Why the BNST is vulnerable to changes in gut microbiota also comes back to serotonin. The BNST is densely innervated by serotonergic fibers, and shifts in serotonin precursor availability can significantly change its activity.

What This Means for Humans

The question every reader asks. And here it’s important to separate what’s actually been shown from what’s being extrapolated.

Shown: rats receiving glyphosate at the EPA-”allowed» dose for 16 weeks develop behavioral and neurochemical changes consistent with heightened anxiety, through the gut–brain axis. Independent research, including the NIEHS group’s 2023 study, sees the same vector: glyphosate at low doses increases rodent anxiety. This isn’t a one-off.

Not shown: that the same happens in humans. The «mg/kg» conversion from rat to human isn’t direct — metabolism, lifespan, dietary habits all differ.

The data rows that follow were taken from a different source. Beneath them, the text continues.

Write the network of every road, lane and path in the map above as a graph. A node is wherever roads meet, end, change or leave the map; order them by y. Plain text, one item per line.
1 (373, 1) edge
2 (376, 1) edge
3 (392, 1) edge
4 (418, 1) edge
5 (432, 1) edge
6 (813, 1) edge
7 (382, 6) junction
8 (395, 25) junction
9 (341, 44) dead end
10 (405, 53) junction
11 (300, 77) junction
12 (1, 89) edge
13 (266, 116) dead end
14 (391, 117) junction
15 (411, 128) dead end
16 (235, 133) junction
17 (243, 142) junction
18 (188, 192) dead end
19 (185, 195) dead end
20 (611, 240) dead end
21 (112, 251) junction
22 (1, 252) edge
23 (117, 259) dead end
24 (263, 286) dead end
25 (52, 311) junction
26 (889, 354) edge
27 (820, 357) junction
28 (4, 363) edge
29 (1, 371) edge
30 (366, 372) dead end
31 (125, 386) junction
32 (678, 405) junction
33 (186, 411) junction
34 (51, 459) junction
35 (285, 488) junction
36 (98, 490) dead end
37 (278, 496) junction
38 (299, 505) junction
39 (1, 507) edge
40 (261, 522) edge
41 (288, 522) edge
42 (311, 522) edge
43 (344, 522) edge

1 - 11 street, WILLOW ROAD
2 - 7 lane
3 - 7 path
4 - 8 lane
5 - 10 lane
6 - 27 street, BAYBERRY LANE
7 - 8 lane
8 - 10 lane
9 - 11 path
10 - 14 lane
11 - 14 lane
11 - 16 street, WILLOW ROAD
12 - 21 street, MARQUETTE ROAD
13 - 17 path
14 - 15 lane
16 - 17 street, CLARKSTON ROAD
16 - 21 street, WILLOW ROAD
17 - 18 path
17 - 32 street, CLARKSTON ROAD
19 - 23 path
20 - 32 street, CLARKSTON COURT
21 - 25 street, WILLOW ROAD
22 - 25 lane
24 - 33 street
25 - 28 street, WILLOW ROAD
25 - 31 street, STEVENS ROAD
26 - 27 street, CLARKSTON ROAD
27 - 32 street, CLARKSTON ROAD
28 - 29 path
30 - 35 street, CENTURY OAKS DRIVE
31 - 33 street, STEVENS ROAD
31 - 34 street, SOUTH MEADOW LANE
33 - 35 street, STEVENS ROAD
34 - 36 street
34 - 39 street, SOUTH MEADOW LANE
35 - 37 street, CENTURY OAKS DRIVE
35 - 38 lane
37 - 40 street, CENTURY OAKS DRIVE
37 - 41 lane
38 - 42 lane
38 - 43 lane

But two facts make the question sharp. First, real human exposure to glyphosate is well below the EPA limit (most estimates put it at 0.001–0.1 mg/kg, 20 to 2,000 times lower than the experimental dose). That reduces risk. Second, biomonitoring shows glyphosate is present in the urine of most people in industrialized countries, meaning exposure isn’t zero — it’s regular and chronic. Even a very small but constant dose across large populations can produce meaningful shifts that are hard to catch in individual testing.

What should you do? Don’t panic and don’t throw out the bread. But don’t dismiss this either. The paper is a case for more serious human epidemiology, for revisiting the «safe» threshold (which was calculated based on liver and kidney toxicity, not on neurobehavioral effects via the microbiome), and for more caution about herbicides in agriculture.

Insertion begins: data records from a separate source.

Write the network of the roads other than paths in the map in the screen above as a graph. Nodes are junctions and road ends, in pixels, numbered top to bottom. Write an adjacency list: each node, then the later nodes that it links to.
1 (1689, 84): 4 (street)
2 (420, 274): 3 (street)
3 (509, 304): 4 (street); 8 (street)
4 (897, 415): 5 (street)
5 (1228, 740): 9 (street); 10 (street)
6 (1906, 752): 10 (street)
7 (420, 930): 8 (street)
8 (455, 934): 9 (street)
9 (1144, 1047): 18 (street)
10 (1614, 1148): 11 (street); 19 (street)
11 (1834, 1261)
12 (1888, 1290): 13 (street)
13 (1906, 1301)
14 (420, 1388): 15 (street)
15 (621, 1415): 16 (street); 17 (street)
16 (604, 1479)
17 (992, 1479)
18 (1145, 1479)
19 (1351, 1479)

Critical Analysis: Limitations Worth Remembering

The paper is published in Frontiers in Toxicology, a peer-reviewed journal with a moderate impact factor. Not Science or Nature, but not a shady preprint either. The methodology is simple and transparent.

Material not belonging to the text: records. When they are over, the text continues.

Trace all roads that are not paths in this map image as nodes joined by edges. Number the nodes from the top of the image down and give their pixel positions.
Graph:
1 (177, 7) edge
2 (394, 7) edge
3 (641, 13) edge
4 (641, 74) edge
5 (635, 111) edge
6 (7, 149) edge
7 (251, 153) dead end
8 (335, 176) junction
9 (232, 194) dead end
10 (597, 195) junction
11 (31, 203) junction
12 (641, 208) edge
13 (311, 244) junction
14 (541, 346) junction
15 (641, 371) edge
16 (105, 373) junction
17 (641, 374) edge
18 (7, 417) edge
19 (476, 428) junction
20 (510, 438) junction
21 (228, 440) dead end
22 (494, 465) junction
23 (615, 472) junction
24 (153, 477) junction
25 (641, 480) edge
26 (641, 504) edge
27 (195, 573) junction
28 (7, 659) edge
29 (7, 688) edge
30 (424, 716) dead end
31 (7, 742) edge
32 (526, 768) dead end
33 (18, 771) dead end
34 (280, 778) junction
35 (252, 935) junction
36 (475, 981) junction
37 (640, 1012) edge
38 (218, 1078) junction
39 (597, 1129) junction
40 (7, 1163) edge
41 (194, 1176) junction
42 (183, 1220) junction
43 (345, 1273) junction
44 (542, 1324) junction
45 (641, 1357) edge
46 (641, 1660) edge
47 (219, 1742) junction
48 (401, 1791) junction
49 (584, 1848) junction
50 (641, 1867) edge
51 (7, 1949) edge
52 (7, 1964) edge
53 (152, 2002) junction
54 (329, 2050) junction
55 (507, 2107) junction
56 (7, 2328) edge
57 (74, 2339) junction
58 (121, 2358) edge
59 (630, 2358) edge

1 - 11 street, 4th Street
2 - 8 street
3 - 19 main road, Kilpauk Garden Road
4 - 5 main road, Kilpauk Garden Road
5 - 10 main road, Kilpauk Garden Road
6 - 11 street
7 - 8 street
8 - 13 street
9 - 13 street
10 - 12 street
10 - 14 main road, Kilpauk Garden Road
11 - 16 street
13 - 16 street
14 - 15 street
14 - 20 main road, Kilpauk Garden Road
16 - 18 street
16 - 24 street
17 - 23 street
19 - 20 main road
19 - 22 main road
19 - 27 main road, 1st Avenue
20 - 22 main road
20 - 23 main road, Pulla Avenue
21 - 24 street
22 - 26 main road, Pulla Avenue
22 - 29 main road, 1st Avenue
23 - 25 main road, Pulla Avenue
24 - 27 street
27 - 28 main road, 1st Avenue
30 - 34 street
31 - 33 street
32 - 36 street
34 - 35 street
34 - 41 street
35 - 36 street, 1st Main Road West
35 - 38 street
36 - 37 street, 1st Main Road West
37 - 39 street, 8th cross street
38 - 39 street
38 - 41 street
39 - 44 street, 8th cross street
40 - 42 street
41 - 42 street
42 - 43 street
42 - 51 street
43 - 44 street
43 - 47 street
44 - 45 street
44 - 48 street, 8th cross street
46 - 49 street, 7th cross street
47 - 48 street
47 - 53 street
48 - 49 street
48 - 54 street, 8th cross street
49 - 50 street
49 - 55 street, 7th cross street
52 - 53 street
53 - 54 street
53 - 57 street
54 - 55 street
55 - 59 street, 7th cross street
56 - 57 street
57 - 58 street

The authors themselves list the main caveats. First — male rats only. The female hormonal system interacts with the microbiome and anxiety differently; results may not replicate in females, or may replicate differently. This is a common problem in neuroscience literature, but it’s becoming less tolerable.

Second — gut microbiome assessed only in fecal samples, and only at the end of the experiment. Fecal bacteria aren’t the whole gut: a significant portion of microbes live in the mucosal layer and on walls, where fecal sampling misses them. And a single endpoint measurement can’t tell us whether microbiome changes preceded or followed behavioral changes.

Third — no direct extrapolation to human dosage. The paper doesn’t model how much glyphosate a real city resident actually gets from their diet. That’s a job for other studies.

And finally — it’s important to separate this paper from the Samsel-Seneff controversy. Stephanie Seneff and Anthony Samsel published articles in the 2010s attributing causal roles to glyphosate in a huge list of diseases, from autism to Alzheimer’s. Most of their arguments came under heavy criticism (see Mesnage & Antoniou’s 2017 review), and the scientific community largely rejected their methodology. The Sierra-Mercado paper is an entirely different story: methodologically careful, with a control group, specific neurobiological measurements, and cautious conclusions. Don’t conflate them.

Horizon

The next steps are obvious. Repeat with females. Add multiple doses below the EPA limit to find where the effect disappears. Run parallel human studies — measure glyphosate in blood or urine and correlate with anxiety metrics, mental health, inflammatory markers. EU regulators are already reconsidering glyphosate license renewal, and data on neurobehavioral effects via the microbiome are exactly what they should factor into the decision. A dose set decades ago based on different endpoints stops being «safe» once we start measuring different things.

For the reader, the usable takeaway is cleaner than the headlines suggest. Not «glyphosate is driving you crazy.» Rather: «the dose the EPA calls safe changes the wiring of a rat’s threat-detection system through its microbiome, and that’s a reason to keep asking questions.»